Bring a large saucepan of salted water to a rolling boil and add the spaghetti. Cook for 8–10 minutes, stirring occasionally, until the pasta is just tender with a slight bite remaining.
While the pasta is cooking, place the pancetta or bacon in a frying pan over gentle heat. Let it cook slowly for about 7 minutes, allowing the fat to render out and melt. Once the fat has released, turn up the heat to medium-high and add the garlic to the pan. Continue cooking for 2–3 minutes, stirring frequently, until the bacon becomes wonderfully crisp and golden.
Crack the eggs into a large mixing bowl. Using a slotted spoon, transfer the crispy bacon and garlic from the pan to the bowl with the eggs, leaving most of the excess fat behind in the pan. Add the grated Parmesan cheese and season the mixture generously with salt and pepper. Whisk everything together vigorously until well combined and slightly frothy.

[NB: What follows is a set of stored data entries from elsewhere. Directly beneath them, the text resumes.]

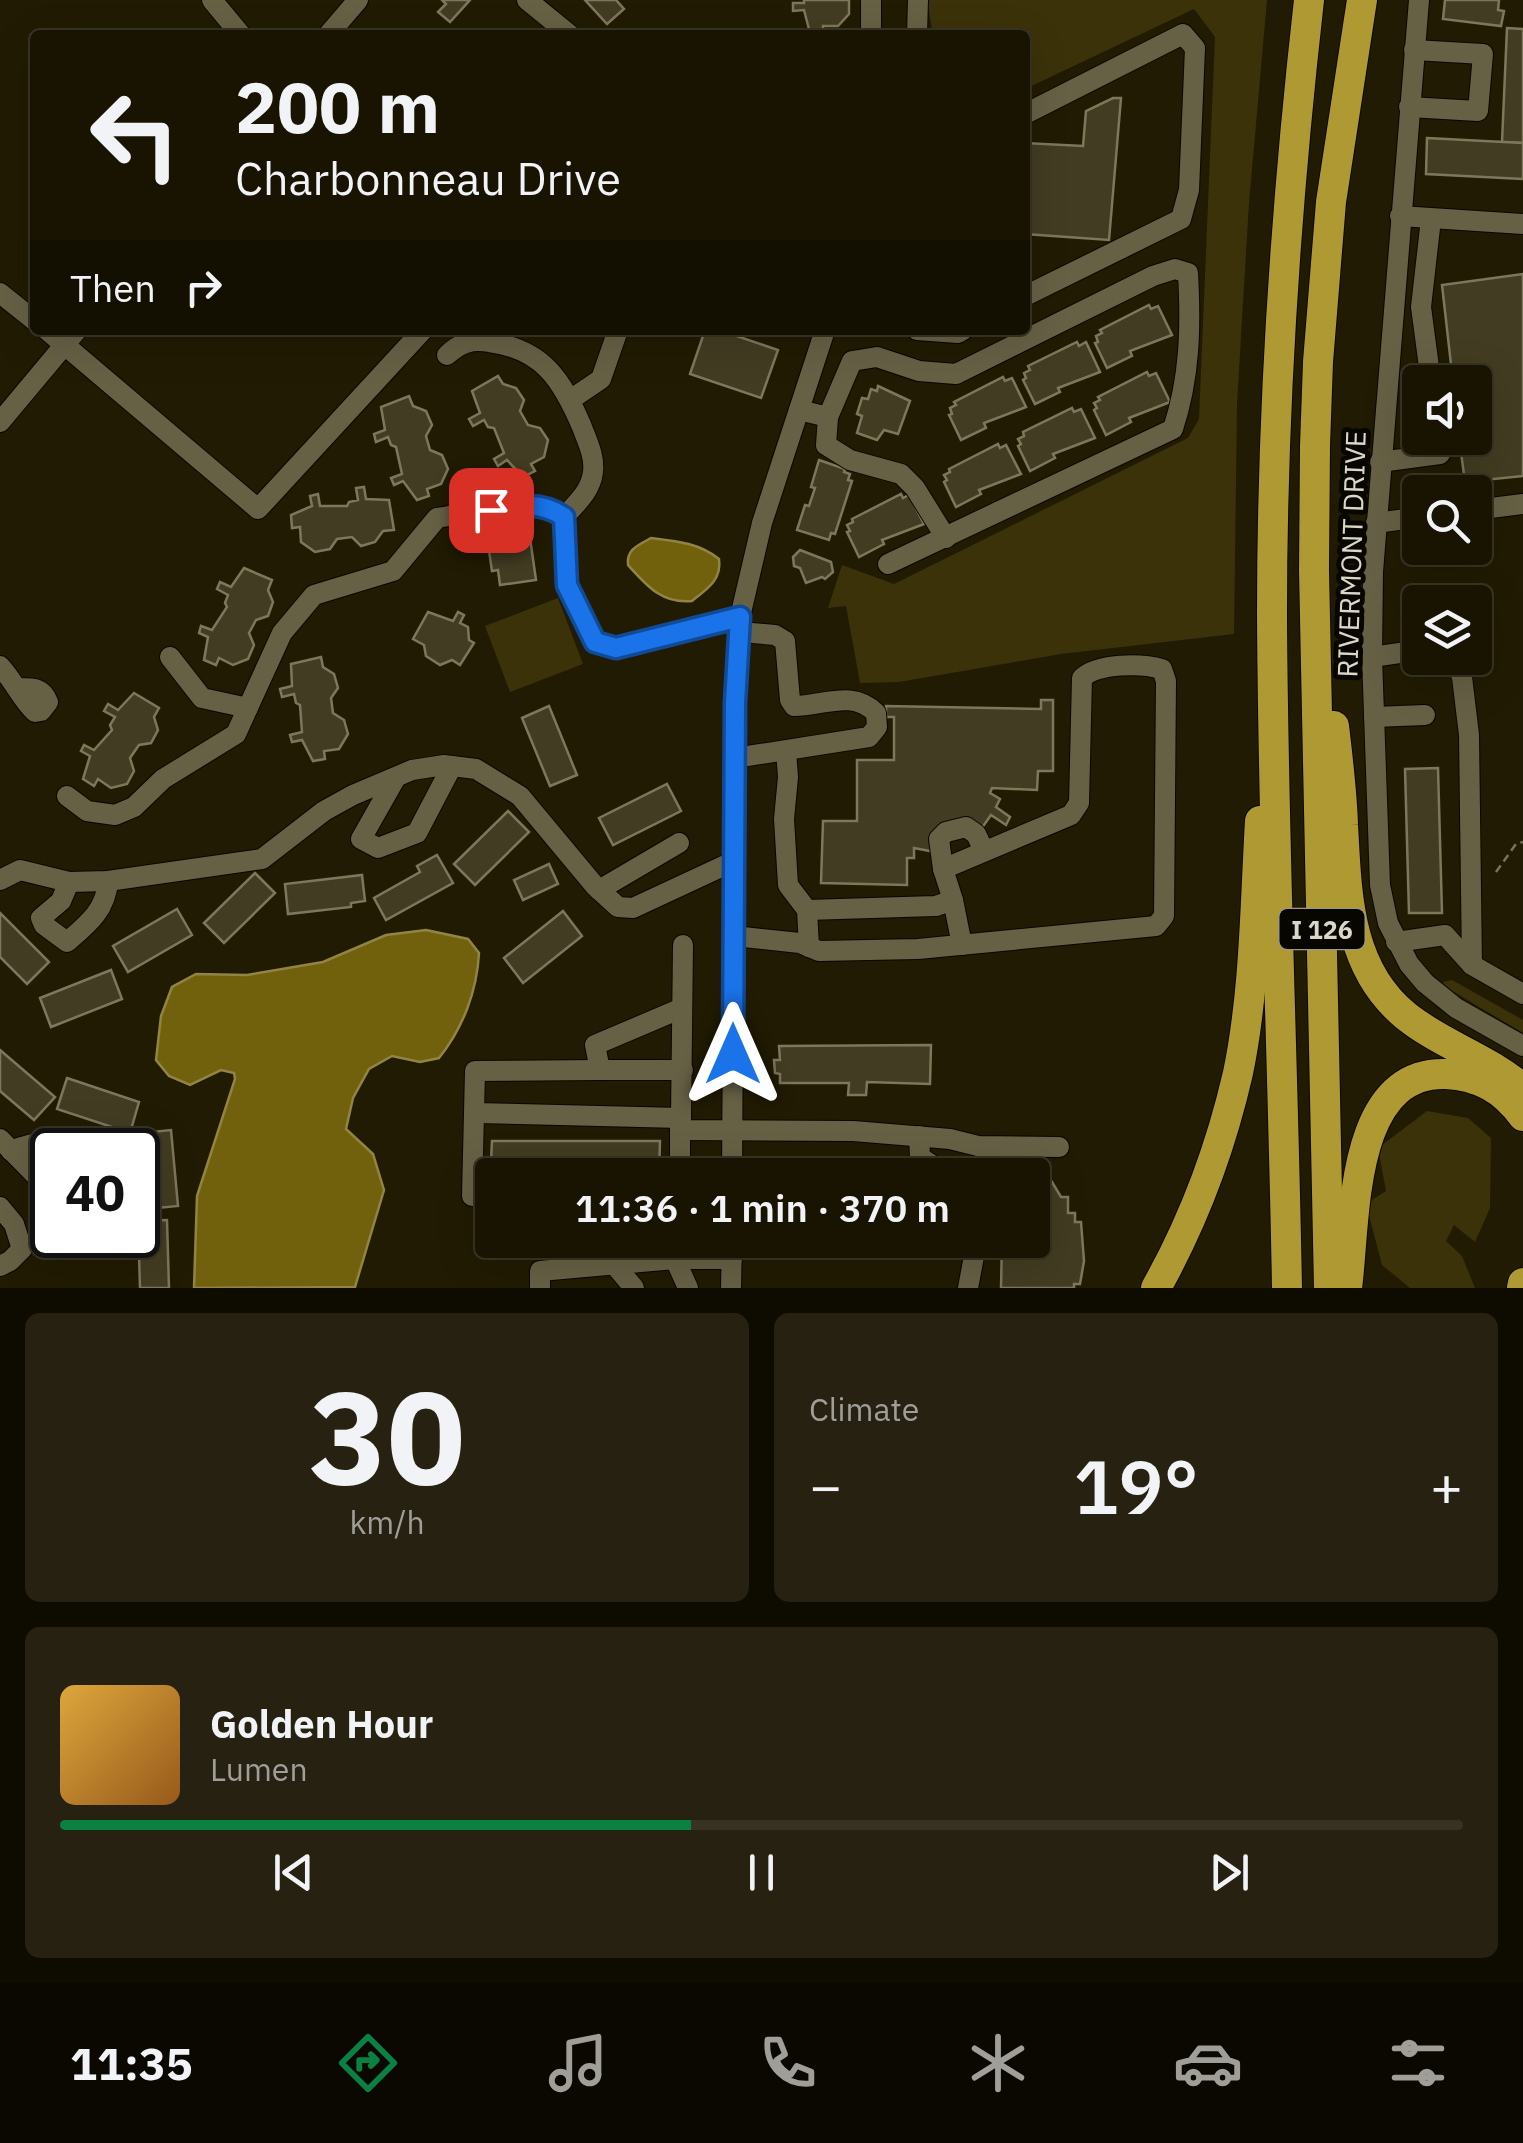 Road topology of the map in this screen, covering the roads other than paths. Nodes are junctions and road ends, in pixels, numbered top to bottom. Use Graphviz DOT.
graph roads {
  1 [pos="212,0"];
  2 [pos="358,0"];
  3 [pos="527,0"];
  4 [pos="871,0"];
  5 [pos="918,0"];
  6 [pos="1309,0"];
  7 [pos="1362,0"];
  8 [pos="1419,0"];
  9 [pos="237,30"];
  10 [pos="332,30"];
  11 [pos="564,30"];
  12 [pos="870,30"];
  13 [pos="916,30"];
  14 [pos="1414,50"];
  15 [pos="1410,108"];
  16 [pos="1030,111"];
  17 [pos="1400,216"];
  18 [pos="1431,219"];
  19 [pos="1523,224"];
  20 [pos="0,293"];
  21 [pos="1030,294"];
  22 [pos="30,317"];
  23 [pos="417,335"];
  24 [pos="616,335"];
  25 [pos="823,335"];
  26 [pos="71,337"];
  27 [pos="447,356"];
  28 [pos="1429,365"];
  29 [pos="570,400"];
  30 [pos="798,410"];
  31 [pos="828,417"];
  32 [pos="0,422"];
  33 [pos="1432,455"];
  34 [pos="1380,462"];
  35 [pos="1523,504"];
  36 [pos="1492,508"];
  37 [pos="564,517"];
  38 [pos="1402,519"];
  39 [pos="1376,522"];
  40 [pos="946,538"];
  41 [pos="888,564"];
  42 [pos="1314,570"];
  43 [pos="1272,613"];
  44 [pos="740,625"];
  45 [pos="1402,653"];
  46 [pos="170,657"];
  47 [pos="1372,657"];
  48 [pos="0,666"];
  49 [pos="1461,675"];
  50 [pos="20,688"];
  51 [pos="248,708"];
  52 [pos="1374,716"];
  53 [pos="1426,716"];
  54 [pos="786,751"];
  55 [pos="734,758"];
  56 [pos="452,766"];
  57 [pos="394,778"];
  58 [pos="67,796"];
  59 [pos="679,842"];
  60 [pos="984,851"];
  61 [pos="734,860"];
  62 [pos="943,869"];
  63 [pos="0,880"];
  64 [pos="108,881"];
  65 [pos="69,882"];
  66 [pos="599,890"];
  67 [pos="953,900"];
  68 [pos="808,910"];
  69 [pos="734,936"];
  70 [pos="1396,942"];
  71 [pos="682,945"];
  72 [pos="962,945"];
  73 [pos="809,947"];
  74 [pos="1472,965"];
  75 [pos="1523,994"];
  76 [pos="682,1008"];
  77 [pos="1523,1046"];
  78 [pos="600,1070"];
  79 [pos="682,1070"];
  80 [pos="1523,1089"];
  81 [pos="474,1113"];
  82 [pos="1523,1116"];
  83 [pos="681,1124"];
  84 [pos="732,1133"];
  85 [pos="919,1136"];
  86 [pos="30,1141"];
  87 [pos="5,1145"];
  88 [pos="1059,1147"];
  89 [pos="680,1158"];
  90 [pos="732,1158"];
  91 [pos="922,1158"];
  92 [pos="30,1170"];
  93 [pos="475,1196"];
  94 [pos="0,1207"];
  95 [pos="681,1258"];
  96 [pos="732,1258"];
  97 [pos="973,1258"];
  98 [pos="675,1259"];
  99 [pos="614,1264"];
  100 [pos="0,1266"];
  101 [pos="540,1288"];
  102 [pos="634,1288"];
  103 [pos="688,1288"];
  104 [pos="732,1288"];
  105 [pos="968,1288"];
  106 [pos="1156,1288"];
  107 [pos="1287,1288"];
  108 [pos="1329,1288"];
  109 [pos="1347,1288"];
  1 -- 9 [label="street"];
  2 -- 10 [label="street"];
  3 -- 11 [label="street"];
  4 -- 12 [label="street"];
  5 -- 13 [label="street"];
  6 -- 43 [label="highway, I 126"];
  7 -- 42 [label="highway, I 126"];
  8 -- 14 [label="street, RIVERMONT DRIVE"];
  14 -- 15 [label="street, RIVERMONT DRIVE"];
  14 -- 15 [label="street"];
  15 -- 17 [label="street, RIVERMONT DRIVE"];
  16 -- 21 [label="street"];
  17 -- 18 [label="street"];
  17 -- 34 [label="street, RIVERMONT DRIVE"];
  18 -- 19 [label="street"];
  18 -- 28 [label="street"];
  20 -- 22 [label="street"];
  23 -- 26 [label="street"];
  24 -- 29 [label="street"];
  25 -- 30 [label="street"];
  26 -- 32 [label="street"];
  27 -- 29 [label="street"];
  29 -- 37 [label="street"];
  30 -- 31 [label="street"];
  30 -- 44 [label="street"];
  31 -- 40 [label="street"];
  31 -- 40 [label="street"];
  33 -- 34 [label="street"];
  34 -- 39 [label="street, RIVERMONT DRIVE"];
  35 -- 36 [label="street"];
  37 -- 44 [label="street"];
  37 -- 51 [label="street"];
  38 -- 39 [label="street"];
  39 -- 47 [label="street, RIVERMONT DRIVE"];
  40 -- 41 [label="street"];
  42 -- 80 [label="highway"];
  42 -- 108 [label="highway, I 126"];
  43 -- 106 [label="highway"];
  43 -- 107 [label="highway, I 126"];
  44 -- 54 [label="street"];
  44 -- 55 [label="street"];
  45 -- 47 [label="street"];
  46 -- 51 [label="street"];
  47 -- 52 [label="street, RIVERMONT DRIVE"];
  48 -- 50 [label="street"];
  49 -- 74 [label="street"];
  51 -- 58 [label="street"];
  52 -- 53 [label="street"];
  52 -- 70 [label="street, RIVERMONT DRIVE"];
  54 -- 55 [label="street"];
  54 -- 68 [label="street"];
  55 -- 61 [label="street"];
  56 -- 57 [label="street"];
  56 -- 57 [label="street"];
  56 -- 66 [label="street"];
  57 -- 64 [label="street"];
  59 -- 66 [label="street"];
  60 -- 62 [label="street"];
  60 -- 62 [label="street"];
  60 -- 72 [label="street"];
  61 -- 66 [label="street"];
  61 -- 69 [label="street"];
  62 -- 67 [label="street"];
  63 -- 65 [label="street"];
  64 -- 65 [label="street"];
  64 -- 65 [label="street"];
  67 -- 68 [label="street"];
  67 -- 72 [label="street"];
  68 -- 73 [label="street"];
  69 -- 73 [label="street"];
  69 -- 84 [label="street"];
  70 -- 74 [label="street"];
  70 -- 77 [label="street, RIVERMONT DRIVE"];
  71 -- 76 [label="street"];
  72 -- 73 [label="street"];
  74 -- 75 [label="street"];
  76 -- 78 [label="street"];
  76 -- 79 [label="street"];
  78 -- 79 [label="street"];
  78 -- 81 [label="street"];
  79 -- 83 [label="street"];
  81 -- 83 [label="street"];
  81 -- 93 [label="street"];
  82 -- 109 [label="highway"];
  83 -- 84 [label="street"];
  83 -- 89 [label="street"];
  84 -- 85 [label="street"];
  84 -- 90 [label="street"];
  85 -- 88 [label="street"];
  85 -- 91 [label="street"];
  86 -- 87 [label="street"];
  87 -- 92 [label="street"];
  94 -- 100 [label="street"];
  95 -- 98 [label="street"];
  96 -- 104 [label="street"];
  97 -- 105 [label="street"];
  98 -- 99 [label="street"];
  98 -- 103 [label="street"];
  99 -- 101 [label="street"];
  99 -- 102 [label="street"];
}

Once the spaghetti is cooked, drain it thoroughly and immediately return it to the hot pan—the residual heat is important for the next step. Pour the bacon and egg mixture over the hot spaghetti and toss everything together quickly and energetically, working fast so the eggs begin to set into a creamy coating rather than scrambling. Stir in the half-and-half and continue tossing over very gentle heat until everything is silky and combined. Transfer to warmed serving bowls immediately and finish with a sprinkle of fresh chopped parsley before serving while piping hot.